The 5th century B.C. was the peak the Greek glory. The major temples of the Acropolis were built in the first half of that century. Late in that century the Persians sacked Athens. After they were repelled, the Peloponnesian war, where Greek states vied for dominance. A weakened Greece became a Roman province by the 2nd century A.D. Then, 1000 years pass and we come to the 4th Crusade, when “Latin” Christians sacked Constantinople and the Eastern Roman Empire collapsed. Wait a couple of hundred years and the Ottoman Turks successfully invade. The Venetians invade in 1687. A successful war for independence in the 1820’s created modern Greece.
Many of the invaders did damage to the temples at the Acropolis, some more than others. The Turks built a gunpowder magazine there and during the Venetian invasion the Parthenon was hit by artillery fire and blew up! It’s a wonder there is anything left to look at. The crusaders tore a hole in the middle of the Parthenon to build a cathedral there. The Turks turned it into a Mosque and added a minaret.
English Lord Elgin stole (Greek opinion), removed (English opinion), many marble carvings from the Acropolis which now reside in the British Museum.
Greece is fighting to get these cultural artifacts back. The two poles of the arguments about return of antiquities were described aboard in a lecture by law professor Nancy Burkoff. Internationalism (they are “world” treasures and it’s OK if someone removed them if they can better “protect” them and make them available to the public and scholars)… and Nationalism (our culture developed them, they belong to us, and they can best be understood in their original context).
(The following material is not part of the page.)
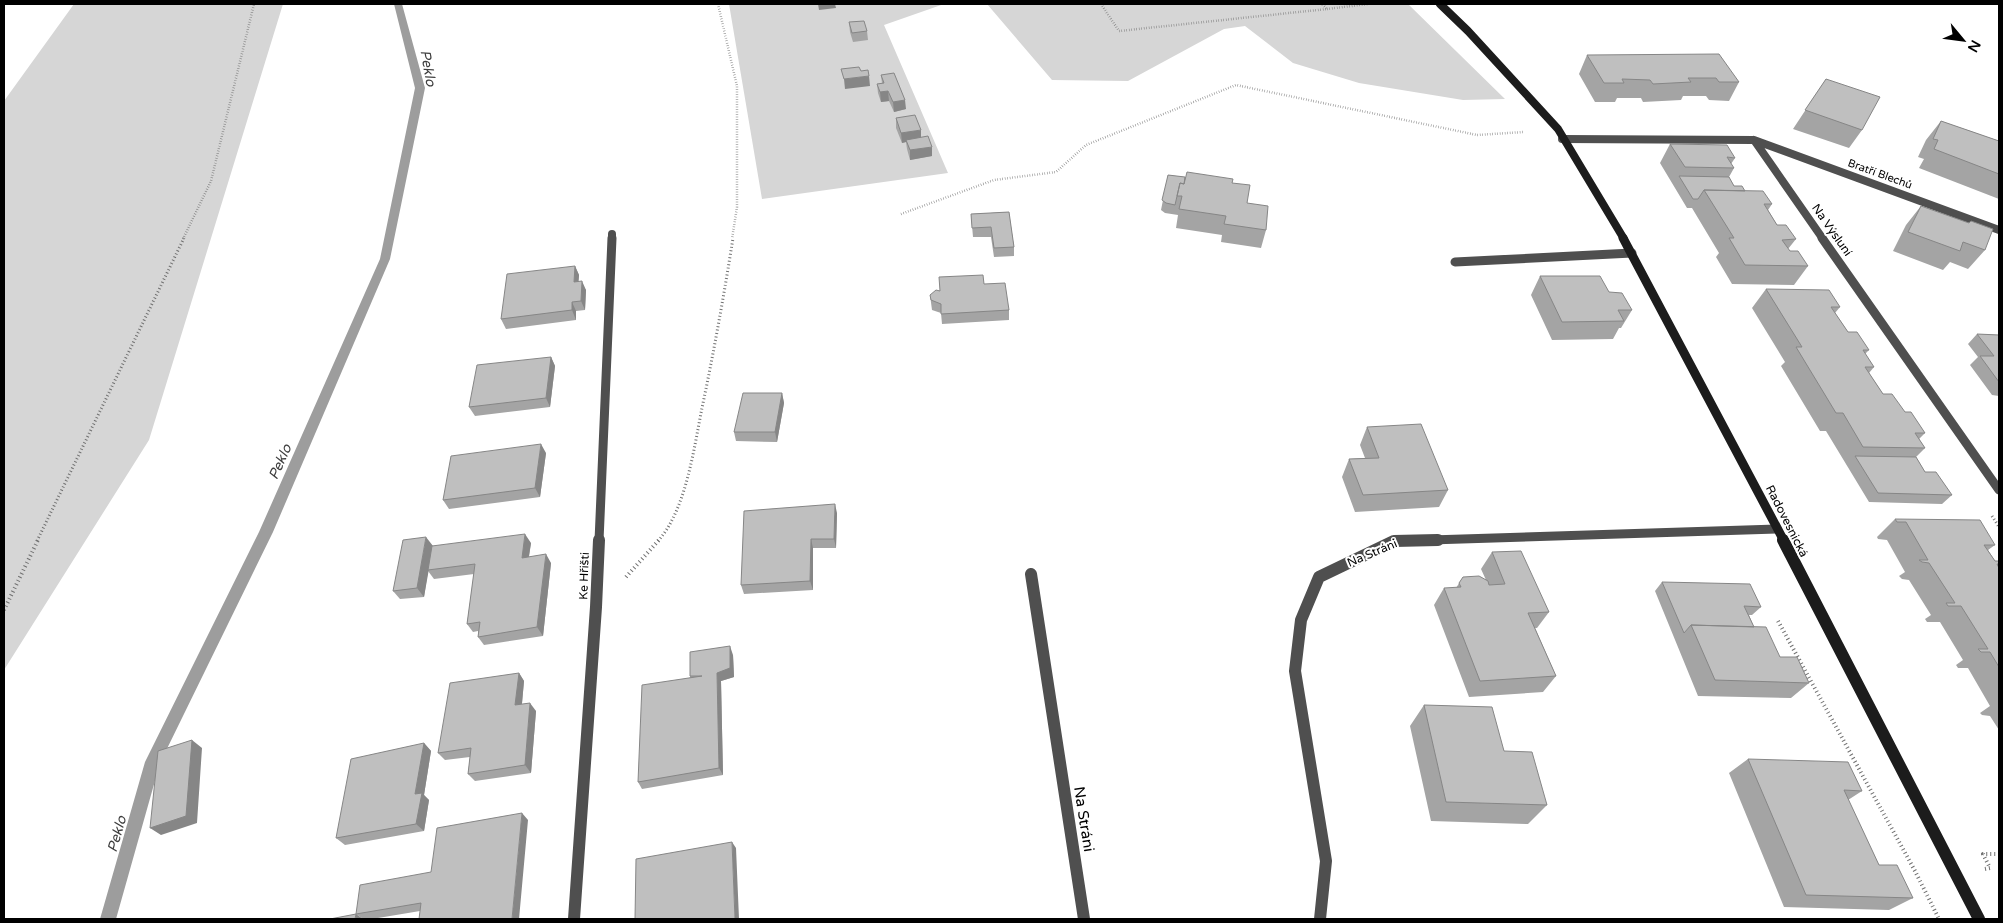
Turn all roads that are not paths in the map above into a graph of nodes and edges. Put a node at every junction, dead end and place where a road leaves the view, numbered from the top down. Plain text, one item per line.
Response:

We were able to visit the New Acropolis Museum. It sits a stone’s throw from the Acropolis with large glass walls allowing you to see the Parthenon outside while looking at ancient marble sculptures inside. It was built in part to answer the British position that the marbles taken by Lord Elgin would be better preserved in the British Museum than in Greece. Now Athens says “here is our modern museum, built and ready, spaces already reserved for the returned pieces…”.
We head off-ship at 12ish, and get onto a tour bus and head to our first stop the Olympic stadium where the “modern” Olympic games were begun. Looks a lot like the Harvard stadium right? Then on to the Acropolis. Except for the heat I would have wanted to linger. And then, back to the ship.